> WORK ORDER
Give back the entries in full, exactly as they are written.

> Collected data entries
*** Block opens ***

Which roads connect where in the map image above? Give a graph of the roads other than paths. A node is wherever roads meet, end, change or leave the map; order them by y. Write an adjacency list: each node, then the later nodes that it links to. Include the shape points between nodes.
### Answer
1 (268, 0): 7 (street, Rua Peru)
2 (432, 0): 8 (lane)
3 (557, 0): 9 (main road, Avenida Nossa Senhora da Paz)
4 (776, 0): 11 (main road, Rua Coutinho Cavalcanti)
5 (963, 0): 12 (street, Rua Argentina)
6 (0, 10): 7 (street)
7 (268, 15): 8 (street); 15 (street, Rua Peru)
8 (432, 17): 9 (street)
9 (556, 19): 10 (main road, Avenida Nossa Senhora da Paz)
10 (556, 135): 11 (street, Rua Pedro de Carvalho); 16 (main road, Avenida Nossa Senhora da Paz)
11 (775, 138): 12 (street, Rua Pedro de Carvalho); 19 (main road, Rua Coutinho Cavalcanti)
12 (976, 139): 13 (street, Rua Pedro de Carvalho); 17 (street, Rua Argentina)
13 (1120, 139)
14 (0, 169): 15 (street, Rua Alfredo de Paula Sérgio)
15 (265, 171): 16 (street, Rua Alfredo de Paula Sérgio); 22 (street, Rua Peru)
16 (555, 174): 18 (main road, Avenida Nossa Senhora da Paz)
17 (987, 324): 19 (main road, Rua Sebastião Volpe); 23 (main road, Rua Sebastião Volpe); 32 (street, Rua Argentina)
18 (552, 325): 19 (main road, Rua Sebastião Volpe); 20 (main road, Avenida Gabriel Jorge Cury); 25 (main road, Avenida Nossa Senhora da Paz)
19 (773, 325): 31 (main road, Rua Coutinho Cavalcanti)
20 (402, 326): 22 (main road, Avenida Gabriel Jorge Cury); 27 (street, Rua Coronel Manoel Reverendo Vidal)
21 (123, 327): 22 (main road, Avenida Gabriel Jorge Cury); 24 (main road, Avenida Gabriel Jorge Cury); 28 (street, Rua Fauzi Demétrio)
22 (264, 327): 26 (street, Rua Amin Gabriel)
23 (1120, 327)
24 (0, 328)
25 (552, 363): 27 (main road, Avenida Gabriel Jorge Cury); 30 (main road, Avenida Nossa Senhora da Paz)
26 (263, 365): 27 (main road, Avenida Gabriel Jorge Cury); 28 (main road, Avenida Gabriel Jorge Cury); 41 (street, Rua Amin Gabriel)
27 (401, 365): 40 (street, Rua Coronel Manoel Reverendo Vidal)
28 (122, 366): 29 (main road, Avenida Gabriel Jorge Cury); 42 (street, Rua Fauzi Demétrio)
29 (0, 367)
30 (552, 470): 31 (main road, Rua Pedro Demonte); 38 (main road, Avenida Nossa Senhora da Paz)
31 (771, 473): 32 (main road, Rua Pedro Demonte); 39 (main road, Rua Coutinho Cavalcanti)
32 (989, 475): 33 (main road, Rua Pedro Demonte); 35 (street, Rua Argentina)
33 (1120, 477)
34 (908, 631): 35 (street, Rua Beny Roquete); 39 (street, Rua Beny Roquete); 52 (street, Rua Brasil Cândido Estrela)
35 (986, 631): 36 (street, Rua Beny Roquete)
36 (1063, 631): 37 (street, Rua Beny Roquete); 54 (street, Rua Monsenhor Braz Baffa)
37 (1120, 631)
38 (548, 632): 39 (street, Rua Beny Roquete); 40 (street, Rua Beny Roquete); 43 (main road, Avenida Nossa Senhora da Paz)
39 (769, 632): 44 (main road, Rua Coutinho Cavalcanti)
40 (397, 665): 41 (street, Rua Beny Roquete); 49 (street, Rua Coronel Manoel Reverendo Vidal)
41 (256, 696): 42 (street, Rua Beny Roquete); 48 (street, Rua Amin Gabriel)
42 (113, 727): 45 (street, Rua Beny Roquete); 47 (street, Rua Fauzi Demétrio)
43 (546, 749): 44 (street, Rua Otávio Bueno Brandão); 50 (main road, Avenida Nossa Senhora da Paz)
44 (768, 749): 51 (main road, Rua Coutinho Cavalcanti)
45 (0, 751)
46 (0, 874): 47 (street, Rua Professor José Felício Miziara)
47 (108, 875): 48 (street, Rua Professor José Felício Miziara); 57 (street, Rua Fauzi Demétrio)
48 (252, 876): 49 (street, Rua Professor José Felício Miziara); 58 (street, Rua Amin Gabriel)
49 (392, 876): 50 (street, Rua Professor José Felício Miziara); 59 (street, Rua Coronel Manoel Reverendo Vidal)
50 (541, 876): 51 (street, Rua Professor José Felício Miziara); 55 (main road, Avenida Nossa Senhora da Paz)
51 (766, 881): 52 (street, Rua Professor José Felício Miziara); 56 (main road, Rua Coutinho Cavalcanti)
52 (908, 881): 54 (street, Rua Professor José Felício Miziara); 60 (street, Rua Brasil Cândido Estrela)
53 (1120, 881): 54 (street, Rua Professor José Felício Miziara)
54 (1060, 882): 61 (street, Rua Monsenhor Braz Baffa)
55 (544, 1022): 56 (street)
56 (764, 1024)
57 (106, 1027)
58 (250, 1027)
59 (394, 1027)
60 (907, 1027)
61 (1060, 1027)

*** Block closes ***

> EXPECTED ANSWER
Which roads connect where in the map image above? Give a graph of the roads other than paths. A node is wherever roads meet, end, change or leave the map; order them by y. Write an adjacency list: each node, then the later nodes that it links to. Include the shape points between nodes.
### Answer
1 (268, 0): 7 (street, Rua Peru)
2 (432, 0): 8 (lane)
3 (557, 0): 9 (main road, Avenida Nossa Senhora da Paz)
4 (776, 0): 11 (main road, Rua Coutinho Cavalcanti)
5 (963, 0): 12 (street, Rua Argentina)
6 (0, 10): 7 (street)
7 (268, 15): 8 (street); 15 (street, Rua Peru)
8 (432, 17): 9 (street)
9 (556, 19): 10 (main road, Avenida Nossa Senhora da Paz)
10 (556, 135): 11 (street, Rua Pedro de Carvalho); 16 (main road, Avenida Nossa Senhora da Paz)
11 (775, 138): 12 (street, Rua Pedro de Carvalho); 19 (main road, Rua Coutinho Cavalcanti)
12 (976, 139): 13 (street, Rua Pedro de Carvalho); 17 (street, Rua Argentina)
13 (1120, 139)
14 (0, 169): 15 (street, Rua Alfredo de Paula Sérgio)
15 (265, 171): 16 (street, Rua Alfredo de Paula Sérgio); 22 (street, Rua Peru)
16 (555, 174): 18 (main road, Avenida Nossa Senhora da Paz)
17 (987, 324): 19 (main road, Rua Sebastião Volpe); 23 (main road, Rua Sebastião Volpe); 32 (street, Rua Argentina)
18 (552, 325): 19 (main road, Rua Sebastião Volpe); 20 (main road, Avenida Gabriel Jorge Cury); 25 (main road, Avenida Nossa Senhora da Paz)
19 (773, 325): 31 (main road, Rua Coutinho Cavalcanti)
20 (402, 326): 22 (main road, Avenida Gabriel Jorge Cury); 27 (street, Rua Coronel Manoel Reverendo Vidal)
21 (123, 327): 22 (main road, Avenida Gabriel Jorge Cury); 24 (main road, Avenida Gabriel Jorge Cury); 28 (street, Rua Fauzi Demétrio)
22 (264, 327): 26 (street, Rua Amin Gabriel)
23 (1120, 327)
24 (0, 328)
25 (552, 363): 27 (main road, Avenida Gabriel Jorge Cury); 30 (main road, Avenida Nossa Senhora da Paz)
26 (263, 365): 27 (main road, Avenida Gabriel Jorge Cury); 28 (main road, Avenida Gabriel Jorge Cury); 41 (street, Rua Amin Gabriel)
27 (401, 365): 40 (street, Rua Coronel Manoel Reverendo Vidal)
28 (122, 366): 29 (main road, Avenida Gabriel Jorge Cury); 42 (street, Rua Fauzi Demétrio)
29 (0, 367)
30 (552, 470): 31 (main road, Rua Pedro Demonte); 38 (main road, Avenida Nossa Senhora da Paz)
31 (771, 473): 32 (main road, Rua Pedro Demonte); 39 (main road, Rua Coutinho Cavalcanti)
32 (989, 475): 33 (main road, Rua Pedro Demonte); 35 (street, Rua Argentina)
33 (1120, 477)
34 (908, 631): 35 (street, Rua Beny Roquete); 39 (street, Rua Beny Roquete); 52 (street, Rua Brasil Cândido Estrela)
35 (986, 631): 36 (street, Rua Beny Roquete)
36 (1063, 631): 37 (street, Rua Beny Roquete); 54 (street, Rua Monsenhor Braz Baffa)
37 (1120, 631)
38 (548, 632): 39 (street, Rua Beny Roquete); 40 (street, Rua Beny Roquete); 43 (main road, Avenida Nossa Senhora da Paz)
39 (769, 632): 44 (main road, Rua Coutinho Cavalcanti)
40 (397, 665): 41 (street, Rua Beny Roquete); 49 (street, Rua Coronel Manoel Reverendo Vidal)
41 (256, 696): 42 (street, Rua Beny Roquete); 48 (street, Rua Amin Gabriel)
42 (113, 727): 45 (street, Rua Beny Roquete); 47 (street, Rua Fauzi Demétrio)
43 (546, 749): 44 (street, Rua Otávio Bueno Brandão); 50 (main road, Avenida Nossa Senhora da Paz)
44 (768, 749): 51 (main road, Rua Coutinho Cavalcanti)
45 (0, 751)
46 (0, 874): 47 (street, Rua Professor José Felício Miziara)
47 (108, 875): 48 (street, Rua Professor José Felício Miziara); 57 (street, Rua Fauzi Demétrio)
48 (252, 876): 49 (street, Rua Professor José Felício Miziara); 58 (street, Rua Amin Gabriel)
49 (392, 876): 50 (street, Rua Professor José Felício Miziara); 59 (street, Rua Coronel Manoel Reverendo Vidal)
50 (541, 876): 51 (street, Rua Professor José Felício Miziara); 55 (main road, Avenida Nossa Senhora da Paz)
51 (766, 881): 52 (street, Rua Professor José Felício Miziara); 56 (main road, Rua Coutinho Cavalcanti)
52 (908, 881): 54 (street, Rua Professor José Felício Miziara); 60 (street, Rua Brasil Cândido Estrela)
53 (1120, 881): 54 (street, Rua Professor José Felício Miziara)
54 (1060, 882): 61 (street, Rua Monsenhor Braz Baffa)
55 (544, 1022): 56 (street)
56 (764, 1024)
57 (106, 1027)
58 (250, 1027)
59 (394, 1027)
60 (907, 1027)
61 (1060, 1027)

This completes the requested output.